I forced myself to stay awake, to listen to his questions. To provide whatever answers I needed to.
“I don’t know, sometime around three, maybe? I’m not sure, though.”
“Why did you get up so early?”
I shrugged my shoulders.
“I always get up early. And I . . . I realized that something had happened . . . Mom would never leave the house as early as that.”
He nodded seriously. Again with that look that told me he wanted to comfort me. I hoped he would continue to resist the urge.
I didn’t need comforting. They had taken Dad away.
“We’re still looking, but I’m afraid we’re very concerned that something may have happened to your mom. There’s some evidence to suggest that. And from what I understand, your dad has a history of . . . violence.”
I had to make an effort not to laugh. Not because there was anything remotely funny about the situation, but because it was so absurd. A history of violence. Such a bloodless phrase, such a concise summary of the years of terror within these walls. A history of violence. Yes, that was one way of putting it.
I knew what they wanted, though, so I just nodded.
“There’s still a chance that we might find her,” the policeman said. “Unharmed.”
And now it came. The hand on my hand. Sympathetic. Warm. How little he knew. How little he understood. I had to make a real effort not to snatch my hand away.
The weeks passed. The newspapers were told that Jack had been fired. The news that the company had a new owner who was promising to get to grips with things and conduct a thorough ethical review of the business meant that Compare’s shares had risen to more normal levels again, while Jack sank ever deeper and seemed completely lost. It was as if time had suddenly decided to intervene in Jack’s life: he aged, his hair turned gray quicker than he could dye it, and his movements became slower, wearier.
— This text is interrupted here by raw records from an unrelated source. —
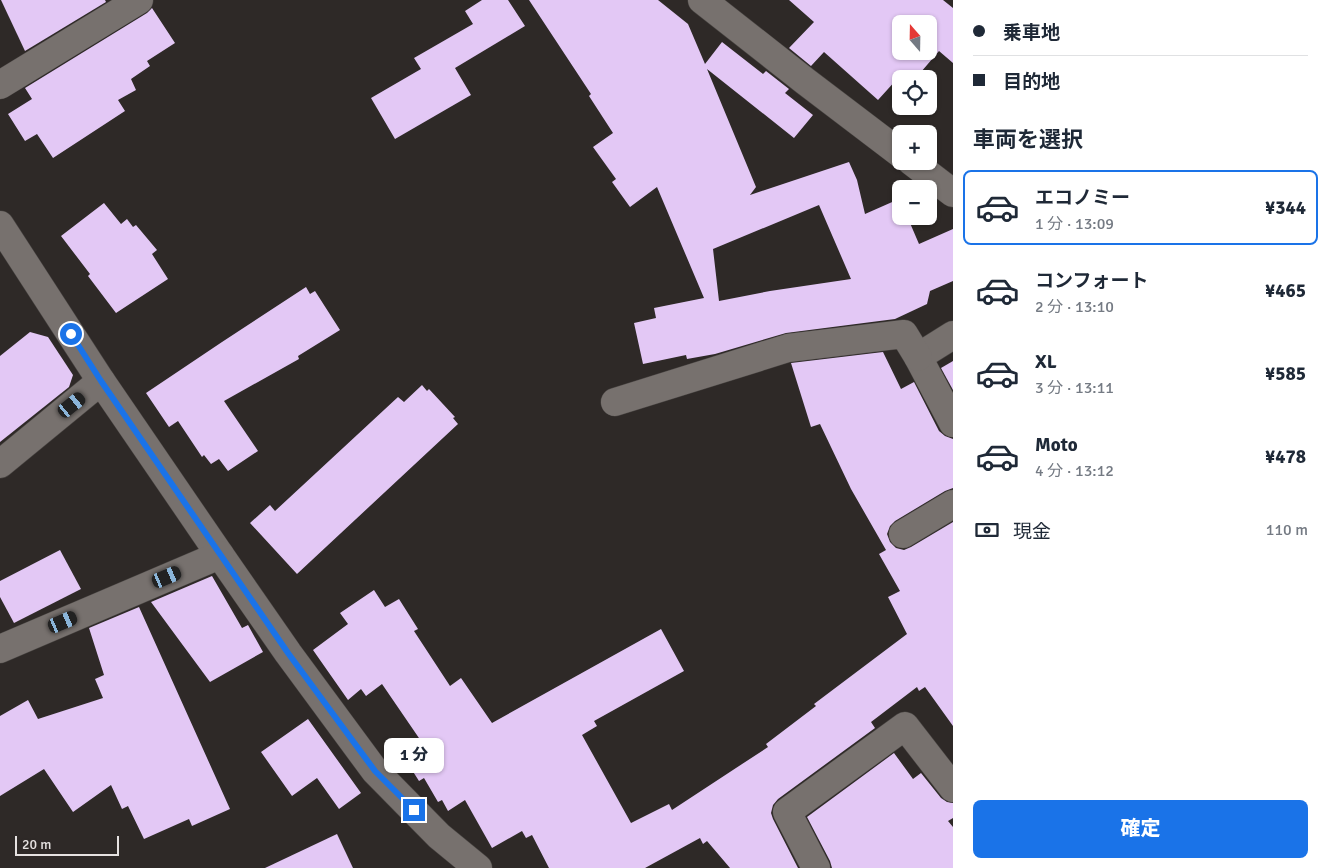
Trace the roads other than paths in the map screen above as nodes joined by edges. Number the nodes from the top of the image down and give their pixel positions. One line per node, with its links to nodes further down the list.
1 (139, 0): 3 (street)
2 (702, 0): 4 (street)
3 (0, 85)
4 (892, 147)
5 (923, 170): 6 (street)
6 (953, 193)
7 (0, 224): 10 (street)
8 (953, 336): 9 (street)
9 (918, 357): 11 (street); 12 (street)
10 (101, 381): 13 (street); 16 (street)
11 (615, 402)
12 (953, 423)
13 (0, 464)
14 (953, 504): 15 (street)
15 (903, 534)
16 (220, 555): 17 (street); 19 (street)
17 (0, 649)
18 (953, 788): 20 (street)
19 (478, 868)
20 (816, 868)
He tried to put a brave face on things. After all, he was still a multimillionaire. He assured the business press that he would soon be back. But he would call Faye at night, clearly drunk, babbling about the old days. About the people he had let down, about Chris, about all the sacrifices he’d made.
Faye managed to show sympathy but thought he was pathetic. She detested weakness, and he was the one who had taught her that. Jack’s meltdown merely made it easier to crush him.
He broke off his friendship with Henrik because he believed his friend had betrayed him by remaining on the board of Compare. Neither Henrik, Jack, or anyone else on the board had any idea that she was the new majority shareholder in Compare because she only communicated with them via her British lawyers.
It was time to take the final step. It was Ylva’s turn now.
Her tears for Chris were gone. It was strange how quickly things came to seem normal. She thought about her, missed her every day, every hour, but she had accepted the fact that she was gone. Accepted that nothing was going to bring Chris back.
Maybe Chris would have tried to stop her if she’d known what Faye was planning. Now she’d never know.
—
Jack was standing outside the door when Faye and Julienne came home with the groceries. When she texted that afternoon to ask if he’d like to come over he had accepted almost instantly.
“Hello, my darlings,” Jack said, clumsily wrapping one arm around Julienne. “I thought you were two angels walking toward me.”
“Flatterer,” Faye said as he pecked her cheek.